Indentation in the super mode would look like this:

  <% if foo %>
  <%= bar(boo) %>
  <% end %>

which is not what we'd really want. But yes, a good solution would take html-mode's indentation logic as a base, and modify it with the indentation offsets provided by the islands.

But: neither of the islands contains a newline. If they are combined in
the most straightforward way, the Ruby line will be 'if foo bar(boo)',
and its indentation would be not what we're looking for. I think the
current ways to look for a newline,

   (progn (skip-syntax-backward " ")
          (eq (char-before ?\n))

or

   (looking-at "\\s-$")

will fail to work. Also note that neither of the two islands in this
example contains the newline in question.

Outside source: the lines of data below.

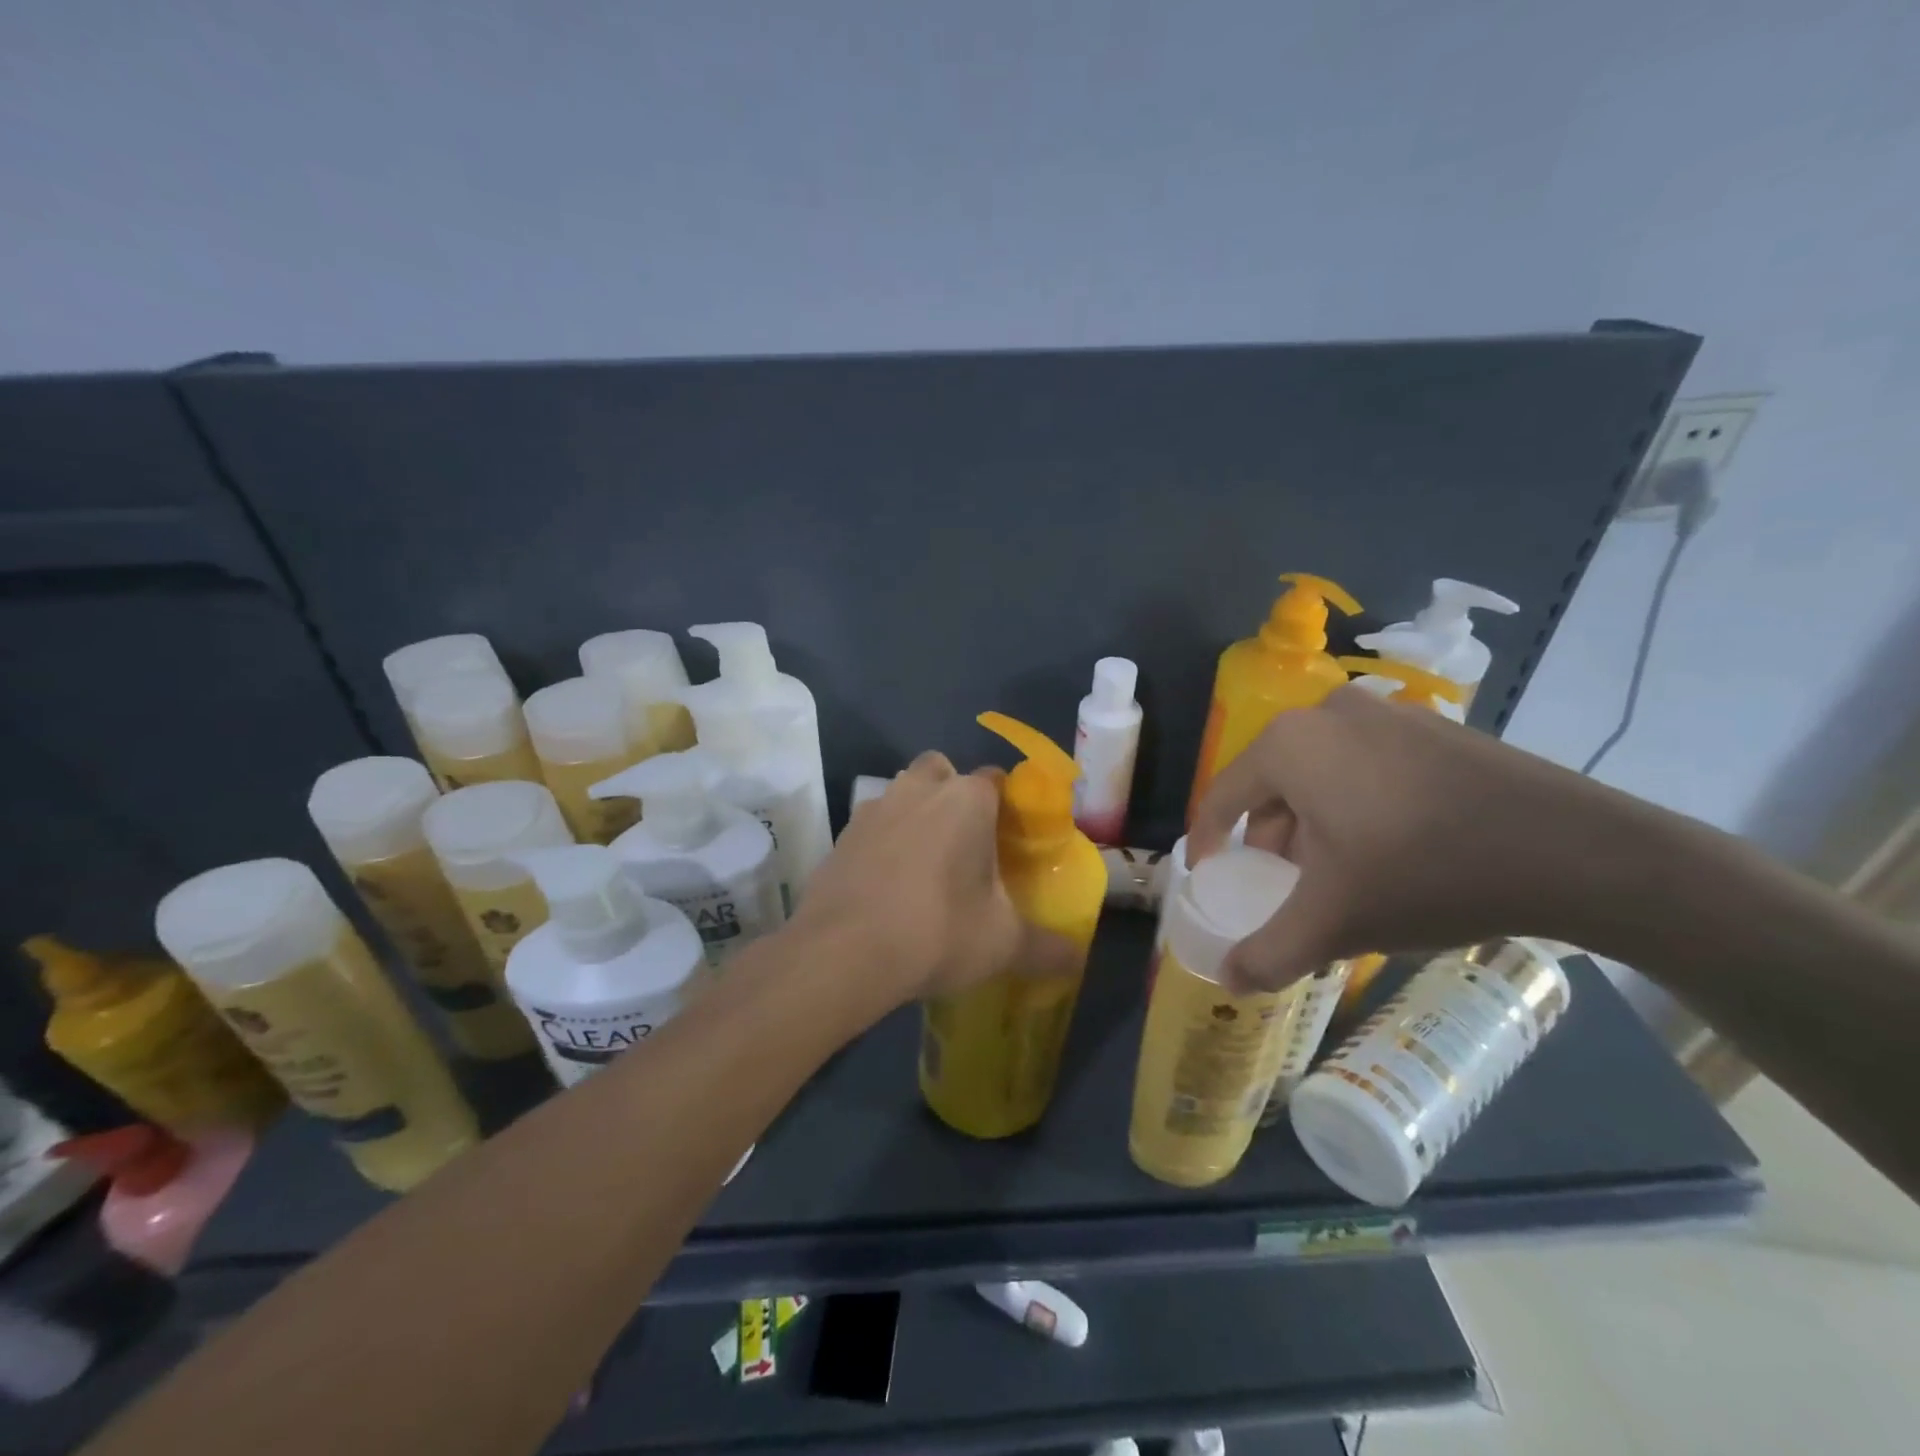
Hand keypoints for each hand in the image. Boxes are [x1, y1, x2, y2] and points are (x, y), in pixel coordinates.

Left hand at [790, 752, 1072, 1007]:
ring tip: (925, 865)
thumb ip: (1046, 947)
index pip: (996, 779)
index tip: (1010, 838)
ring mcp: (874, 808)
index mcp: (967, 800)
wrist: (843, 952)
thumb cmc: (937, 931)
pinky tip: (886, 886)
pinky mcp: (841, 835)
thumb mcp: (1004, 944)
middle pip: (942, 771)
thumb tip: (1076, 959)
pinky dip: (881, 843)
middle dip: (954, 794)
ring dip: (915, 813)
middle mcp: (919, 789)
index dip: (1006, 805)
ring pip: (902, 793)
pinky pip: (871, 826)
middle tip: (965, 843)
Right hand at [1190, 685, 1646, 992]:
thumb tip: (1228, 979)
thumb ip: (1268, 952)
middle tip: (1285, 884)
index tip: (1212, 878)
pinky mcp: (1431, 726)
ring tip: (1339, 872)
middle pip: (1272, 784)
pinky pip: (1365, 765)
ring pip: (1320, 774)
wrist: (1575, 851)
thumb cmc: (1425, 874)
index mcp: (1287, 746)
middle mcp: (1326, 714)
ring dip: (1314, 822)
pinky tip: (1390, 847)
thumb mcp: (1334, 922)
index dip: (1209, 843)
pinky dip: (1357, 803)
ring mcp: (1385, 713)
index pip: (1222, 796)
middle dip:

Two?  Don't you mean three, here?  Is this a minor mistake in your
counting or am I missing something important because I don't grok ruby?

The mistake would be mine, but really, I'm just talking about the first two. We're discussing the indentation of the second line. The third one is just here to make the example look more complete.

The "not chained" idea would require some explanation.

For example, islands in a shell script which were individual AWK scripts
would not be chained together.  But the three (?two) lines of ruby in the
example above would be chained together.  I think we need to work this
out more precisely.

Makes sense.

For example, in the three ruby line scenario above, is there any variable
you can think of for which it would be advantageous to have a binding
for each island rather than a shared binding for the set of three (?two)?

Not off the top of my head. Maybe there's none.

I'm kind of envisioning successive `forward-char's moving from the end
of "<% if foo %>" to the beginning of "<%= bar(boo) %>", or even from
the end of "if foo" to the beginning of "bar(boo)".  How does this sound?

Sounds like what I've calling option A above. Basically, my vague concerns are:

- Performance (checking islands boundaries in each primitive must incur overhead, even when there are no islands). - Code complexity: new code paths that might be exercised not very often in the future. Hence, they could be prone to breakage. A dedicated test suite would help with that, though.

Also, think back to the problem of the absence of newlines in the Ruby islands in the above example. The indentation engine needs them, and it might be harder to make newlines appear both inside and outside of the Ruby islands (the html-mode indentation code needs them too, I'd wager). This is where option B has another advantage, aside from (probably) being easier to implement.